(Stored data entries)
------------------------------------
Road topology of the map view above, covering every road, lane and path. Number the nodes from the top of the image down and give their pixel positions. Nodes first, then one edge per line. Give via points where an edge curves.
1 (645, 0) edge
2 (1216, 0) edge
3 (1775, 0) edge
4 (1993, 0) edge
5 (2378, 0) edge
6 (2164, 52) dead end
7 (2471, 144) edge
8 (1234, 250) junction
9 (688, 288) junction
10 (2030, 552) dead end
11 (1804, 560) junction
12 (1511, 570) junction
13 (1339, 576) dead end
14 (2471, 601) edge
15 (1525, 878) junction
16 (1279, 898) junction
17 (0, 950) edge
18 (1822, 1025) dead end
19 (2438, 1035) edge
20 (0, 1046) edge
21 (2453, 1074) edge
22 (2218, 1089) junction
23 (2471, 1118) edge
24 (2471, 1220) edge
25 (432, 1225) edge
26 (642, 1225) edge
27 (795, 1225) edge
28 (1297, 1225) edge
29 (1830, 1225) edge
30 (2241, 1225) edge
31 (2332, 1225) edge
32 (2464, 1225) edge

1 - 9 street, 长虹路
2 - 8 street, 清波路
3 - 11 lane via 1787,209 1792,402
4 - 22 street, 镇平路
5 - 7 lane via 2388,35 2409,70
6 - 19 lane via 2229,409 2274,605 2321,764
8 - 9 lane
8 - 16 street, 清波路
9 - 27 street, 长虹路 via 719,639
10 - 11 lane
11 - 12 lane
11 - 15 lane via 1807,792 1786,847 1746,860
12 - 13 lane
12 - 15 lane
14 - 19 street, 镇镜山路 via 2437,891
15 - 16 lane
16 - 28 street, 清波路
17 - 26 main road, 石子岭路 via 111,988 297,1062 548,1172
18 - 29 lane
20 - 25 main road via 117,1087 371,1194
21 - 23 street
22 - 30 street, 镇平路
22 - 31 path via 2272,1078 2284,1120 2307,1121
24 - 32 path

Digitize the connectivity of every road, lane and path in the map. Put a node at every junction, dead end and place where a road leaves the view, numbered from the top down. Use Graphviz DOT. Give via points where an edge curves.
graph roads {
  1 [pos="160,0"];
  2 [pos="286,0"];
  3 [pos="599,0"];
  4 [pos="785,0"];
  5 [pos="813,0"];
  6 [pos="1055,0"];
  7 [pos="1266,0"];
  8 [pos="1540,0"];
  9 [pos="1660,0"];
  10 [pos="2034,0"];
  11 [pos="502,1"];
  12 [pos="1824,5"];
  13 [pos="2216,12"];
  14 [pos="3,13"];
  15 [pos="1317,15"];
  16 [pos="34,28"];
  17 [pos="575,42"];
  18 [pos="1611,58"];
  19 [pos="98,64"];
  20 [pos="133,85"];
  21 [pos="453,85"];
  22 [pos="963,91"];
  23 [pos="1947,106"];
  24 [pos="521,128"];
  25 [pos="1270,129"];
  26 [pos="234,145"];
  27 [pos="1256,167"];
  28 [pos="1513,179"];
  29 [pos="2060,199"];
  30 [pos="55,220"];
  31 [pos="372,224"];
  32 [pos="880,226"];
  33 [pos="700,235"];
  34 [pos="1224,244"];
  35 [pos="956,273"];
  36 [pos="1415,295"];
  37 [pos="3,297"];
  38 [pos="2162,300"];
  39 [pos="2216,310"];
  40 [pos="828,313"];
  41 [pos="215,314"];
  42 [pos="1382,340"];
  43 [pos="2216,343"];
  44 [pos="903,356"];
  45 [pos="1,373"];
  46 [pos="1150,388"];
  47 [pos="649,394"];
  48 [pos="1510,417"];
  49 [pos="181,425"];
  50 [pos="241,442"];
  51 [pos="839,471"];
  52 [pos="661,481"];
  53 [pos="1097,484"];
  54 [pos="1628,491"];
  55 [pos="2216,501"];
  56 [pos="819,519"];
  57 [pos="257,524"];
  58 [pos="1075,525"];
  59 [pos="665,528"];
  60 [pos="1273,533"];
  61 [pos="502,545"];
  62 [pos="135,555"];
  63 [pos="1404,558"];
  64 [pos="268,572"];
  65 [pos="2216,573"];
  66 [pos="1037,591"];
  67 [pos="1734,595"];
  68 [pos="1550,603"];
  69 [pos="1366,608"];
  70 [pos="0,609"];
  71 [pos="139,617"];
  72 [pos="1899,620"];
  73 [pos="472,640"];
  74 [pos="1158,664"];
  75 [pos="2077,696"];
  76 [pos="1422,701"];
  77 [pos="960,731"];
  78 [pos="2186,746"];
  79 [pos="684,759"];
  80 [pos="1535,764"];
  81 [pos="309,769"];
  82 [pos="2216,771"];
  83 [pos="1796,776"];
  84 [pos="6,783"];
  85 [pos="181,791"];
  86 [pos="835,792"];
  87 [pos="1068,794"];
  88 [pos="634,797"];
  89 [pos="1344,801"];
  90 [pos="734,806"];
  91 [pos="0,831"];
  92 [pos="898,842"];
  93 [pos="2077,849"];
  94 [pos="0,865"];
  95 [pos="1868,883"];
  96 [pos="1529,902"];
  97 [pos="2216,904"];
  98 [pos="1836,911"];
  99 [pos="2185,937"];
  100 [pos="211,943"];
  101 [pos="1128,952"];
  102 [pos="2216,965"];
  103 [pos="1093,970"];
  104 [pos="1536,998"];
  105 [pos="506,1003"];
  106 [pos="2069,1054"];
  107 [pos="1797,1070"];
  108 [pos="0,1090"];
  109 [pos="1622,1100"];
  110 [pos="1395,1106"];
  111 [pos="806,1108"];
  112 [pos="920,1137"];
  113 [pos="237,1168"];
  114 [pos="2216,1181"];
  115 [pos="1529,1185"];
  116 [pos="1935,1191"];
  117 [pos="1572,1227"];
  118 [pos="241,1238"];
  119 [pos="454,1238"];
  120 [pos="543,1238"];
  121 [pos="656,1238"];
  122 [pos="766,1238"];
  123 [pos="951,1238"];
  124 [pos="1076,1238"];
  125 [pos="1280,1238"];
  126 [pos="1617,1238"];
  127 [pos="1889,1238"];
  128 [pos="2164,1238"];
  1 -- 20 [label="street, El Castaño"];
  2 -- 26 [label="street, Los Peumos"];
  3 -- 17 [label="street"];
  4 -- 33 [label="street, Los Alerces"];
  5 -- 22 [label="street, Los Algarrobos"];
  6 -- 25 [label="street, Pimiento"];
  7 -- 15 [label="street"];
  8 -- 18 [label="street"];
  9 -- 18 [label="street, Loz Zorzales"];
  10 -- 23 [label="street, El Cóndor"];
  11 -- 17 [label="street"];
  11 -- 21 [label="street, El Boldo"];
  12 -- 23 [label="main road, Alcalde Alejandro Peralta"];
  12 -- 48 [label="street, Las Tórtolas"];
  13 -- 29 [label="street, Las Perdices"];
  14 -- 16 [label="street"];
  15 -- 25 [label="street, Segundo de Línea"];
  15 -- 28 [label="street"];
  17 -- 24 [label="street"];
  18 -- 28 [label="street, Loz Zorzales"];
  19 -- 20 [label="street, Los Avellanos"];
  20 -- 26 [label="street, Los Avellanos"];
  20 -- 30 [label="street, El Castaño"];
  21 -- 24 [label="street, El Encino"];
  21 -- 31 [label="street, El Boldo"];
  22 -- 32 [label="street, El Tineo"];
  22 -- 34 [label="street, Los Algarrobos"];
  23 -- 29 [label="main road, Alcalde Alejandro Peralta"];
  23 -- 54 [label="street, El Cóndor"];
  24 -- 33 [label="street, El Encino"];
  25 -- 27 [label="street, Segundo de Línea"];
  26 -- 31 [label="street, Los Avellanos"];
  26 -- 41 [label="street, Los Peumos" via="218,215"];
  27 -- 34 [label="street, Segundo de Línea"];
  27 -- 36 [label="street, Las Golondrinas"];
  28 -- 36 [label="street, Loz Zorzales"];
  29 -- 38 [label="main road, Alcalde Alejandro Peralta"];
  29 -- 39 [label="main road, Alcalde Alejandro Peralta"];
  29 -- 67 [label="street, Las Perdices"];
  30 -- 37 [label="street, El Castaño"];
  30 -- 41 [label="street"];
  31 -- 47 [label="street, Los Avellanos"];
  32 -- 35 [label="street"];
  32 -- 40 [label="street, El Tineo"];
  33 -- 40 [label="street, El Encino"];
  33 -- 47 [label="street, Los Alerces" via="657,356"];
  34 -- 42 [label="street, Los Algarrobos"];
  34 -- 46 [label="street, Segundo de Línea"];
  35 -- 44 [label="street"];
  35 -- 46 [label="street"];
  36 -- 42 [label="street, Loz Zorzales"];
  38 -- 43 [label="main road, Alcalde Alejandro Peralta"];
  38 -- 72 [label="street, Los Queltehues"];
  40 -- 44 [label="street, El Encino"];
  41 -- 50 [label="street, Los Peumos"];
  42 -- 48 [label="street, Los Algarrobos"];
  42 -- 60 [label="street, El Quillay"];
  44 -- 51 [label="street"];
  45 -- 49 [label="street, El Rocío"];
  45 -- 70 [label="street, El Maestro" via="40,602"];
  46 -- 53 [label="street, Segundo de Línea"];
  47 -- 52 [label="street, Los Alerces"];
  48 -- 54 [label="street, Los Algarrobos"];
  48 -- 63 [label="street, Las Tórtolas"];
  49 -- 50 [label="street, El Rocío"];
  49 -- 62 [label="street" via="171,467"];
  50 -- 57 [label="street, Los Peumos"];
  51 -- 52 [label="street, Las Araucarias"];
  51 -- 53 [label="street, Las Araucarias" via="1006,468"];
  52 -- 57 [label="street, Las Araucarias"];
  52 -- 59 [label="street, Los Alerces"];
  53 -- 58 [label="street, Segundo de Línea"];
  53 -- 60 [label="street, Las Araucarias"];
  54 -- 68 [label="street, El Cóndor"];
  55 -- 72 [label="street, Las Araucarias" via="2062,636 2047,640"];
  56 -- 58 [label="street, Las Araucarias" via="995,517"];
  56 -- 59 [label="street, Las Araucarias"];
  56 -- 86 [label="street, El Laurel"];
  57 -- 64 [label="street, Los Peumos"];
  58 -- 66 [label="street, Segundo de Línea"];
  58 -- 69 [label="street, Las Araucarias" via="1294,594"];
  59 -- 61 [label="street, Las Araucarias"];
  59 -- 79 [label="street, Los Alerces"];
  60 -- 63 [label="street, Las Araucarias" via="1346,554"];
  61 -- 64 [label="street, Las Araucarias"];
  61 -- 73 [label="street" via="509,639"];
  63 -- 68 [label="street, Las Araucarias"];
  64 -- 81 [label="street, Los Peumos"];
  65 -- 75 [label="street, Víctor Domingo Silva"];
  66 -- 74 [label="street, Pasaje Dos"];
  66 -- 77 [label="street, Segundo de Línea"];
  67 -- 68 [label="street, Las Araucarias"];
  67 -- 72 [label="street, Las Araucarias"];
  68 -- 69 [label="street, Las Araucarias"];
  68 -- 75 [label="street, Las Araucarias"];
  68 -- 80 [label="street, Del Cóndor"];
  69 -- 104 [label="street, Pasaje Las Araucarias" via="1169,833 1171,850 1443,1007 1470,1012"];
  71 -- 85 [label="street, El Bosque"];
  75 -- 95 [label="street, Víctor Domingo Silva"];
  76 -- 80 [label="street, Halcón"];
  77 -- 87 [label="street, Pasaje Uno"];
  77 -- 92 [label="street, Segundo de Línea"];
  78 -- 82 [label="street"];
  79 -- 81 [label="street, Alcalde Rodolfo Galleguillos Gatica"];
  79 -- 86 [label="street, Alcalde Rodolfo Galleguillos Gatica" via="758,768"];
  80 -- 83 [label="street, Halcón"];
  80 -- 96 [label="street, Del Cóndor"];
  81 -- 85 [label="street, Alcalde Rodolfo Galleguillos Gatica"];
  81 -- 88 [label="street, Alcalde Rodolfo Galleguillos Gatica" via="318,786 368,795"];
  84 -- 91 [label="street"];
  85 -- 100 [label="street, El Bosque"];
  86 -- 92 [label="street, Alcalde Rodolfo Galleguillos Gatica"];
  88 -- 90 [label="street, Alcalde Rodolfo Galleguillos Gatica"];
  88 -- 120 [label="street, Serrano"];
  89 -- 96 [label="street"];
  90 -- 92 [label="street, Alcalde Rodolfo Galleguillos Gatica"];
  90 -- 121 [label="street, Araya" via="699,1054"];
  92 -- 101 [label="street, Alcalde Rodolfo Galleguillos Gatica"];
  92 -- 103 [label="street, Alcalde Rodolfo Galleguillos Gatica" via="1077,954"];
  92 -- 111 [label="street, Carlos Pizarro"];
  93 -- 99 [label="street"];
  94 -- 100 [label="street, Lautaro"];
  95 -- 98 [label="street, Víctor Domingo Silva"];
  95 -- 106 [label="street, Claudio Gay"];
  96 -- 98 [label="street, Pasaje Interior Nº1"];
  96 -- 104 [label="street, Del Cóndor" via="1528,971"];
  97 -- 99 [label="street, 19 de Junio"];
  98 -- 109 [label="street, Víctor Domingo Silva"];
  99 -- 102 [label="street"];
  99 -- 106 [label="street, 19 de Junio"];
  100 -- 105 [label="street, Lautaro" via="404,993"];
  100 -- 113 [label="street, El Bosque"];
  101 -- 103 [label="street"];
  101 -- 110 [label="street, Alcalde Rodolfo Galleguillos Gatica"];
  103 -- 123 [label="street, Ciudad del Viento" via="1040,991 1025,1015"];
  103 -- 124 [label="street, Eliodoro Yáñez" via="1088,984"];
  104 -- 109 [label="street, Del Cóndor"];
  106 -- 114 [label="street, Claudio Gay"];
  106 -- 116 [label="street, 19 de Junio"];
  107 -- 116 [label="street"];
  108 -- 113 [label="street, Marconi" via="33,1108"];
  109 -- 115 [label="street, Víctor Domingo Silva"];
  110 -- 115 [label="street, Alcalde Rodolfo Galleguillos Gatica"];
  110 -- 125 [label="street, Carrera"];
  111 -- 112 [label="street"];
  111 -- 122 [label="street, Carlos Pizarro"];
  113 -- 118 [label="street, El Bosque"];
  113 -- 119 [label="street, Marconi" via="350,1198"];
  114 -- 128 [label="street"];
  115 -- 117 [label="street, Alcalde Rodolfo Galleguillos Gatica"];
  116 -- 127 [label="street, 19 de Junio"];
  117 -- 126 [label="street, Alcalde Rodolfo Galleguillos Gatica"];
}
------------------------------------
> _Problem details_: I need every line of the data that has the word "Castaño"; please list them.

> _Output for this exercise_:
  1 -- 20 [label="street, El Castaño"];
  20 -- 30 [label="street, El Castaño"];
  30 -- 37 [label="street, El Castaño"];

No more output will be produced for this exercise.